更进一步的改进可以参考对于小目标检测的遥感方向的目标检测方案,如TPH-YOLO在检测头上引入了Transformer增强,还有YOLO-Z使用了Bi-FPN等,但由于没有预训练模型,因此直接训练的效果可能会不及yolov5m6。由于这次比赛不考虑检测时间,因此应该是Transformer大放异彩的时刻,此外RCNN的效果应该也会更好。
结果提交
比赛是提交json文件进行考核,使用val.py自带的save-json方法生成即可,但需要对图片的id进行重映射。参考官方的提交规范可知,image-id需要从测试集的json文件中读取,本文直接采取暴力的重命名方法,重映射的方法如下:
import os
import json
from tqdm import tqdm
json_path = 'json文件路径'
img_path = '测试集图片根目录'
if __name__ == '__main__':
json_file = json_path
data = json.load(open(json_file, 'r', encoding='utf-8'))
id_map = {}
for category in enumerate(data['images']):
file_name = category[1]['file_name']
id = category[1]['id']
id_map[id] = file_name
for i in id_map:
img_path = os.path.join(arg.img_path, id_map[i])
output_path = os.path.join(arg.img_path, "{}.jpg".format(i))

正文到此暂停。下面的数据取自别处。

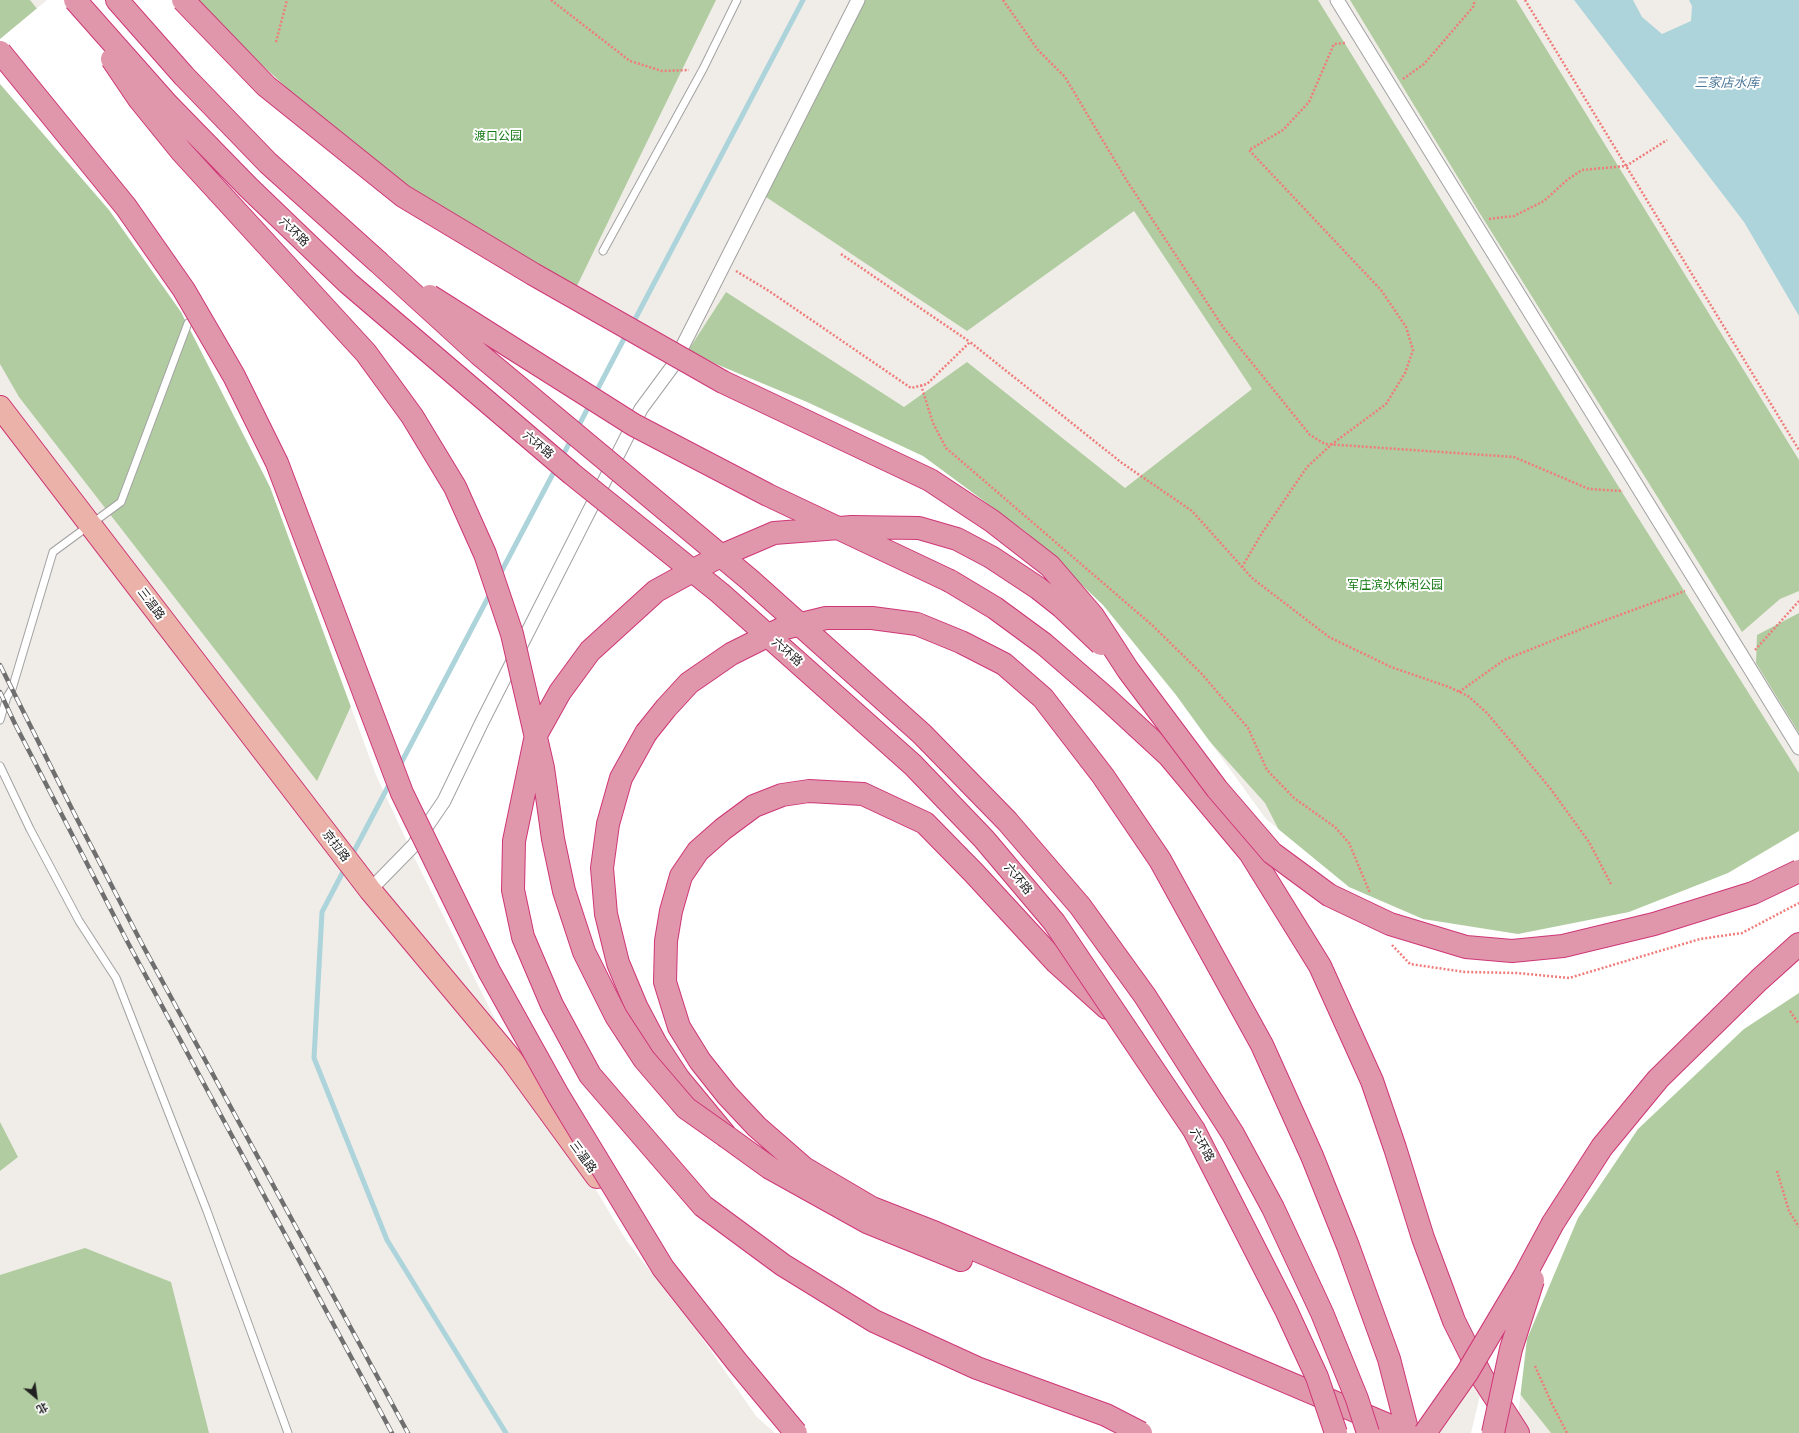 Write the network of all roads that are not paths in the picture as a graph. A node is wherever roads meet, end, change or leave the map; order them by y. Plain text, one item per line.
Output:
1 (74, 0) edge
2 (117, 0) edge
3 (183, 0) edge
4 (737, 0) edge
5 (858, 0) edge
6 (1337, 0) edge
7 (0, 52) edge
8 (603, 251) dead end
9 (377, 262) junction
10 (188, 323) dead end
11 (0, 407) edge
12 (90, 525) junction
13 (1128, 670) junction
14 (0, 720) edge
15 (1799, 748) edge
16 (0, 766) edge
17 (302, 801) joint
18 (1799, 871) edge
19 (370, 890) junction
20 (1799, 944) edge
21 (1120, 1019) junction
22 (727, 1137) junction
23 (801, 1177) junction
24 (1553, 1223) junction
25 (288, 1433) edge
26 (783, 1433) edge
27 (796, 1433) edge
28 (1141, 1433) edge
29 (1336, 1433) edge
30 (1368, 1433) edge
31 (1376, 1433) edge
32 (1408, 1433) edge
33 (1425, 1433) edge
34 (1493, 1433) edge
35 (1518, 1433) edge

1 - 21 highway, 六环路, bridge
1 - 22 highway, bridge
2 - 9 highway
3 - 13 highway, bridge
4 - 8 lane
5 - 19 street
6 - 15 street
7 - 27 highway, bridge
9 - 30 highway, bridge
9 - 35 highway, bridge
10 - 12 lane
11 - 12 highway, 三温路
12 - 14 lane
12 - 17 highway, 三温路
13 - 18 highway, bridge
13 - 28 highway, bridge
16 - 25 lane
17 - 19 highway, 京拉路
19 - 26 highway, 三温路
20 - 24 highway
21 - 23 highway, bridge
21 - 29 highway, 六环路, bridge
22 - 23 highway
22 - 32 highway, bridge
23 - 31 highway
23 - 32 highway
24 - 33 highway, bridge
24 - 34 highway, bridge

os.rename(img_path, output_path)
此外还需要准备一个yaml指向测试集图片,即更改yaml文件下的val地址,这样就可以使用val.py直接进行结果的生成了,需要注意的是如果做了重映射会导致类别id对应不上(偏了1),需要在save_json方法下进行修改,使读取的类别id+1保证检测结果的有效性。
总结
本次比赛算是一次对于之前学习成果的检验,并发现自身的不足。受限于算力不足,许多网络模型甚至没有办法运行,采用大的网络则需要减少batch的大小,十分影响效率和结果,且本文是基于yolov5源码做的比赛,实在是费劲,且只能做消融实验,确实有些不够用了。这里推荐学习官方使用的mmdetection,不仅可以直接使用RCNN、SDD等网络进行检测,修改特征提取的主干网络也比较容易,后续我也会对学习mmdetection做出自己的总结。
|